Together, the results on small-molecule inhibitors suggest that the submicrometer fluctuations in cortical thickness observed here do not result from the large surface ruffles but rather correspond to fluctuations in the thickness of the cortical layer itself. These submicrometer fluctuations are hard to detect from fluorescence microscopy images, whose signal is dominated by larger structures, more dependent on actin nucleators than on myosin II activity.

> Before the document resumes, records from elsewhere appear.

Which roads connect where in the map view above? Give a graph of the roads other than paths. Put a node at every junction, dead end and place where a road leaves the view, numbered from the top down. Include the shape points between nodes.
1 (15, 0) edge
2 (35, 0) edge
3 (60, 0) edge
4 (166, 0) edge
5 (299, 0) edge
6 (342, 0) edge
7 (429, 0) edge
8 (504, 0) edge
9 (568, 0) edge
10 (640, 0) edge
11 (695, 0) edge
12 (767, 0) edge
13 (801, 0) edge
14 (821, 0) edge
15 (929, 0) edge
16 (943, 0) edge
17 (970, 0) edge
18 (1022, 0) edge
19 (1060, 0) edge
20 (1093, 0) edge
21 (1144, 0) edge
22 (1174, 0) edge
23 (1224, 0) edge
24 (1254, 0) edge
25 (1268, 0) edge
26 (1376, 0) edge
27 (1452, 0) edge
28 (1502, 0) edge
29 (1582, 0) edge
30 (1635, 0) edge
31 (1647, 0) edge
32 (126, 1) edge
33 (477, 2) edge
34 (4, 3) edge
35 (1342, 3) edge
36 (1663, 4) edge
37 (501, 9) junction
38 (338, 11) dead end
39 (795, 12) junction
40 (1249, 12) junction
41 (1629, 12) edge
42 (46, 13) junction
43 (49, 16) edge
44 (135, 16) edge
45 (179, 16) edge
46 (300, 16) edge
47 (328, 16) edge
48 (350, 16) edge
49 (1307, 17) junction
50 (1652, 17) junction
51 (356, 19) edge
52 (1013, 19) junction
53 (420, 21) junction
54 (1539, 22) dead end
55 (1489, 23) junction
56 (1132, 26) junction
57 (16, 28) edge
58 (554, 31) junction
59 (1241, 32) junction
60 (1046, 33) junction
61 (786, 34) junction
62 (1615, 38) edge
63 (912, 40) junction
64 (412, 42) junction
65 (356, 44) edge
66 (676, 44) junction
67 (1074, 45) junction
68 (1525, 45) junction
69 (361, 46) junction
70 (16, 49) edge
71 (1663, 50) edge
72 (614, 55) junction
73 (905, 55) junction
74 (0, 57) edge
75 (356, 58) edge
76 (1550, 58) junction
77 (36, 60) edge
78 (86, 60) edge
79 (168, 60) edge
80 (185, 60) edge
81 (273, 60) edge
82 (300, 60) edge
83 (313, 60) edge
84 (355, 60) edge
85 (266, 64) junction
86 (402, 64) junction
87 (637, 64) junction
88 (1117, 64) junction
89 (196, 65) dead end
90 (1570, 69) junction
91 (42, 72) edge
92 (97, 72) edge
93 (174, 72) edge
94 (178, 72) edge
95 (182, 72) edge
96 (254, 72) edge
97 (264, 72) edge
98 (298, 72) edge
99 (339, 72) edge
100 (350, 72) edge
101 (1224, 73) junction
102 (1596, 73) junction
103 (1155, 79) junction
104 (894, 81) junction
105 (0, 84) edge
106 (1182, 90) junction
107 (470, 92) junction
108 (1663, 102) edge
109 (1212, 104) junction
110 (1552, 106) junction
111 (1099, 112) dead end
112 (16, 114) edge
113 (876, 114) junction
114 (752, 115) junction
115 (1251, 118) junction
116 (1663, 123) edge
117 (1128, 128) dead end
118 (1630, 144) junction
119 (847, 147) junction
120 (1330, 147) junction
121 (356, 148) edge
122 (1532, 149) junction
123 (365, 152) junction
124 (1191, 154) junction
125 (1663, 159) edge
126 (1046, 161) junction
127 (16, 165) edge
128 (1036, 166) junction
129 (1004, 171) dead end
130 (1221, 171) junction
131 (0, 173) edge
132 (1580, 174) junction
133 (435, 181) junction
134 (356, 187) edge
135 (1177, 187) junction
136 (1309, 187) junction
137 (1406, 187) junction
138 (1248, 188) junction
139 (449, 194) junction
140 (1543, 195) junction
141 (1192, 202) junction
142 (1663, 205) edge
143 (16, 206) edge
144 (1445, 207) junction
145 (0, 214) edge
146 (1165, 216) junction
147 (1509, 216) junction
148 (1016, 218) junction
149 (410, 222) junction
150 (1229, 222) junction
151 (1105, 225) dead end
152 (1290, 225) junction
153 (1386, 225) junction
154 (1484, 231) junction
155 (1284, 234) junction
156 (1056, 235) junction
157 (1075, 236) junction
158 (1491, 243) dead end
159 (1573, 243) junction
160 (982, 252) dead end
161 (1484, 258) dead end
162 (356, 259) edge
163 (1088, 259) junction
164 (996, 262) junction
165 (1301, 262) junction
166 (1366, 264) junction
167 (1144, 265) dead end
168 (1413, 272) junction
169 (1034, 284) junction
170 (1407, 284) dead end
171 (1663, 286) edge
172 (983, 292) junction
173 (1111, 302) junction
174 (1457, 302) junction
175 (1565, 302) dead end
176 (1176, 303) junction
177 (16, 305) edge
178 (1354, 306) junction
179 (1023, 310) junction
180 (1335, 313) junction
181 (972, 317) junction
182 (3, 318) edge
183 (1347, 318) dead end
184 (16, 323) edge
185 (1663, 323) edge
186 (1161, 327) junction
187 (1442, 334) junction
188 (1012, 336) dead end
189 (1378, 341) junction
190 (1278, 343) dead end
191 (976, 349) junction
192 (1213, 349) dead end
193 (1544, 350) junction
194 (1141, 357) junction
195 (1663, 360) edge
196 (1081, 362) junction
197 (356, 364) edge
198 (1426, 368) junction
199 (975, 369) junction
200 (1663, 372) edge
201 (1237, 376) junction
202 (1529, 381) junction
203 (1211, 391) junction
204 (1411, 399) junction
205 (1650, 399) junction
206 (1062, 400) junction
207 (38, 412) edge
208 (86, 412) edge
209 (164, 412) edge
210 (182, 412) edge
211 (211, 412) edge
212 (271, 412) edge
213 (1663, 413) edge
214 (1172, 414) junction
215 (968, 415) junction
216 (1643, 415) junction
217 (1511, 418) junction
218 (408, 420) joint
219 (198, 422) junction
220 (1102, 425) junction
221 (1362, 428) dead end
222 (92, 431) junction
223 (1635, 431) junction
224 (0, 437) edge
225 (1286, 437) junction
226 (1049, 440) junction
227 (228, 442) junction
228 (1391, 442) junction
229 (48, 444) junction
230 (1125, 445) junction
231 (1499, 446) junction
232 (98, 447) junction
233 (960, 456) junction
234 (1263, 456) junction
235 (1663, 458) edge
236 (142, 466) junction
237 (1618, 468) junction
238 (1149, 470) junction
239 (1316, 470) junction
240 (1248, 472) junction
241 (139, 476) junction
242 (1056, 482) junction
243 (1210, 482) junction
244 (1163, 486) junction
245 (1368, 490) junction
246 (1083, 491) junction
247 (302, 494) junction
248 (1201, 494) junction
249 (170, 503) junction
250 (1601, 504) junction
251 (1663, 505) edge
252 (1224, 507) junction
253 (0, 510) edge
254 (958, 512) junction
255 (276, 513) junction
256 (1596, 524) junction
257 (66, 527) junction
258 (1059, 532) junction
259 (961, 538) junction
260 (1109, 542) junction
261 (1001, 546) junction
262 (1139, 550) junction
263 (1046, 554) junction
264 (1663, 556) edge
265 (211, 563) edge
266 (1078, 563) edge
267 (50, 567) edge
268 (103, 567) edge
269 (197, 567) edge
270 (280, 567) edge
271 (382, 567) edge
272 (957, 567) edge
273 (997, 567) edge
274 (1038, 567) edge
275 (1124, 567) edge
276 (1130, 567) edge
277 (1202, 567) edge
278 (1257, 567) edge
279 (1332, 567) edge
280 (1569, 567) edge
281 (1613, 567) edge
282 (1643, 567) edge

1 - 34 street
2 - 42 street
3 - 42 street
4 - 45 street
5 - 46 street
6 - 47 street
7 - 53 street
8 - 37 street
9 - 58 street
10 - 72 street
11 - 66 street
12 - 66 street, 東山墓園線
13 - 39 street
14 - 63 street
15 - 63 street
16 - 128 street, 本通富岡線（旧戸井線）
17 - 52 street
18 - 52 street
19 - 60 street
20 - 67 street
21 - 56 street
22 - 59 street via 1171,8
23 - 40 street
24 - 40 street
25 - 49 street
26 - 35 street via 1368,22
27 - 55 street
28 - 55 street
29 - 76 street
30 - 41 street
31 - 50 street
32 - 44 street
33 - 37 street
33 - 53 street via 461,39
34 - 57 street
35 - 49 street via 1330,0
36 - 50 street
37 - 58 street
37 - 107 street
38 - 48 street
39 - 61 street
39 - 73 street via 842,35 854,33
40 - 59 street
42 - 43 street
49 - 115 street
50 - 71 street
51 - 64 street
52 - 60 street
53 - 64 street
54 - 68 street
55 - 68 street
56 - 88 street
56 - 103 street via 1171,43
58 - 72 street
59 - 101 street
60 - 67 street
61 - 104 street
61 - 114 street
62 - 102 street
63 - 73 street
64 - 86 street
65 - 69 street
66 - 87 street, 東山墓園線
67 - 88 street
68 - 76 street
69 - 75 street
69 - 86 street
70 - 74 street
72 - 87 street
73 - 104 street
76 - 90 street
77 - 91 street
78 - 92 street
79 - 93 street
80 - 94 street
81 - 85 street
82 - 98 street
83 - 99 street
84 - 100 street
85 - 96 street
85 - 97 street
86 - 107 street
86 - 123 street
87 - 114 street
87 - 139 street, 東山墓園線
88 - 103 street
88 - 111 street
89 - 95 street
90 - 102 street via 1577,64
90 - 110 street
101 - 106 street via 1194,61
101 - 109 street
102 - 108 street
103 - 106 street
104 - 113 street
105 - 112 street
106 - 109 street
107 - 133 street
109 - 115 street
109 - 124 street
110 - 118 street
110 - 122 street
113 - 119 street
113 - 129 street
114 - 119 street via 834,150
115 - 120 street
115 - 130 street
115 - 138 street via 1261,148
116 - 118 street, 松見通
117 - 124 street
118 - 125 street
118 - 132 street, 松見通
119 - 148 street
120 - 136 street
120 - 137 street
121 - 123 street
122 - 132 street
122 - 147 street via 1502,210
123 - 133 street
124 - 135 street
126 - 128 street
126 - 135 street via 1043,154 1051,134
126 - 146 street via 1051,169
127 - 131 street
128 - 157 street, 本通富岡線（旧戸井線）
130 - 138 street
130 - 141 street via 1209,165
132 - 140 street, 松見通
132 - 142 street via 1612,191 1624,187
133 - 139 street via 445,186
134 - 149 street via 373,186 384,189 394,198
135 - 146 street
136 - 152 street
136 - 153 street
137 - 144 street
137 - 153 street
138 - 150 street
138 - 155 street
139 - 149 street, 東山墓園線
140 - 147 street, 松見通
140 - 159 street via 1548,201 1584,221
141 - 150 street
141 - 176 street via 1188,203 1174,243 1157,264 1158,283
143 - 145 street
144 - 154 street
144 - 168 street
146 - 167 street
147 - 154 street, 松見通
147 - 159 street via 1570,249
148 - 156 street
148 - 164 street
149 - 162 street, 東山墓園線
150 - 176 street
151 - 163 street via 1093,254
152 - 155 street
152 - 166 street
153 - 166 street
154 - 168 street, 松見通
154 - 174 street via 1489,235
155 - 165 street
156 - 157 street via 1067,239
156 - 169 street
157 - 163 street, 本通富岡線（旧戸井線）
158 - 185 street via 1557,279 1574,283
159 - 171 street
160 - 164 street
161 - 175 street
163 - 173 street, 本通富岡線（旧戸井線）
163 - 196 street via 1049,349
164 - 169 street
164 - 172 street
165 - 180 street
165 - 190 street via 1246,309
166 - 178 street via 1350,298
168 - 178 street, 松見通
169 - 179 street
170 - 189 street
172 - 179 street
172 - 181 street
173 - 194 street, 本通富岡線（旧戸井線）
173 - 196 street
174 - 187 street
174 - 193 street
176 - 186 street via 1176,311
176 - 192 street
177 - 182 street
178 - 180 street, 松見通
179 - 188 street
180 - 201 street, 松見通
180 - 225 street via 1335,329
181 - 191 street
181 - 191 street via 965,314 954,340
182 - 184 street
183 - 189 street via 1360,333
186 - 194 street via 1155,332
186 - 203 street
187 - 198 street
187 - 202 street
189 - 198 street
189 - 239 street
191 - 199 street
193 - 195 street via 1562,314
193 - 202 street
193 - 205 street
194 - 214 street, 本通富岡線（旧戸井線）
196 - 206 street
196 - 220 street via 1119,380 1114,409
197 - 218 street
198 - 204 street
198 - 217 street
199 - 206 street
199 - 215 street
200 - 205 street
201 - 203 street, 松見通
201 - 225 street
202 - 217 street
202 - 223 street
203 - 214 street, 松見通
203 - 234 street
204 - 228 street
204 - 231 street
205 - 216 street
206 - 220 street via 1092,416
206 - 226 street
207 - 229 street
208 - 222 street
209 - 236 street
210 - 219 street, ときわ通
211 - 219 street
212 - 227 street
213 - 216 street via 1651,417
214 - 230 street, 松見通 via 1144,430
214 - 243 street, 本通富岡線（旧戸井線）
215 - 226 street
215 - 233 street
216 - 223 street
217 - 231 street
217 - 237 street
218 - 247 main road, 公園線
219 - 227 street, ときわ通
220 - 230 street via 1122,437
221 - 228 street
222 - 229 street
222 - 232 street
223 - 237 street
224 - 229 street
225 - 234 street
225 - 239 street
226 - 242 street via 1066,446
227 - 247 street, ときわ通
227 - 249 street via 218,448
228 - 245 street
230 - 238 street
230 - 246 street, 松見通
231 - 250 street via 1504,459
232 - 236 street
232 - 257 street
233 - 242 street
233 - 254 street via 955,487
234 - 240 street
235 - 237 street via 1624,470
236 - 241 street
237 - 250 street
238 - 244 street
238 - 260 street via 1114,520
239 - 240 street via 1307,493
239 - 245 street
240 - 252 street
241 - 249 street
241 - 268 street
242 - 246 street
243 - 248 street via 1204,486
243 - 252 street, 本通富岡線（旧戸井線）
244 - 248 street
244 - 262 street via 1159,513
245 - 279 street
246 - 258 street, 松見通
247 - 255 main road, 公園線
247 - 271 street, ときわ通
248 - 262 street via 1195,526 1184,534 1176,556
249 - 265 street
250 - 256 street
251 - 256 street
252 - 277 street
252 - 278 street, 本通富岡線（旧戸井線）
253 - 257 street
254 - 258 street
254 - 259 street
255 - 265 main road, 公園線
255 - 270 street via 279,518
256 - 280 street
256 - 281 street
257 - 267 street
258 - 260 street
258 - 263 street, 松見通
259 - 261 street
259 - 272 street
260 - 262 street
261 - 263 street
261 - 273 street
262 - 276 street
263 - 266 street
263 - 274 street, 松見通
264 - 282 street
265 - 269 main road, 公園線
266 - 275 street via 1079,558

A minimal physical description of the cortex recapitulating the effect of myosin II on thickness fluctuations

Initial theoretical analysis of the actin cortex proposed that its thickness results from a balance between nucleation at the plasma membrane and bulk disassembly (27). A more recent analysis introduced the effect of modulation of filament length (10). However, none of these studies accounts for our observation of active submicrometer fluctuations of cortical thickness caused by myosin II activity. We thus turn to an extension of the minimal description in (24) that accounts for stress anisotropies (28). Here, the cortex is treated as an active viscous gel, with a constant influx of material at the membrane (representing polymerization) and homogeneous disassembly. The contractile property of the cortex is captured as an active stress that can be different in the directions tangential and perpendicular to the membrane due to the alignment of actin or myosin filaments (Fig. 4A). When the anisotropy in the contraction is low, a stable profile of actin density forming a compressed layer of constant thickness near the membrane emerges. However, when the anisotropy in the active stress exceeds a threshold so that the tangential stress is strong enough and stronger than the perpendicular one, the density profile becomes unstable. The cortex contracts laterally in an inhomogeneous manner, leading to local densification of actin. This induces the formation of peaks growing perpendicularly to the cortex plane. These peaks are not stable: They slide laterally and merge with each other, while new ones appear (Fig. 4B). The dynamical behavior of the fluctuations does not settle into a periodic state and is, on the contrary, aperiodic and chaotic, which matches our experimental observations. The amplitude of the fluctuations is of the same order of magnitude as the cortex thickness, and the frequency of those fluctuations is given by the characteristic depolymerization time of the cortex (~seconds), which also matches our experimental measures. The thickness fluctuations we observed in our experiments are thus a generic feature of actin networks assembling on a surface and exhibiting anisotropic contractility, which points to a major effect of contractility on cortex thickness stability.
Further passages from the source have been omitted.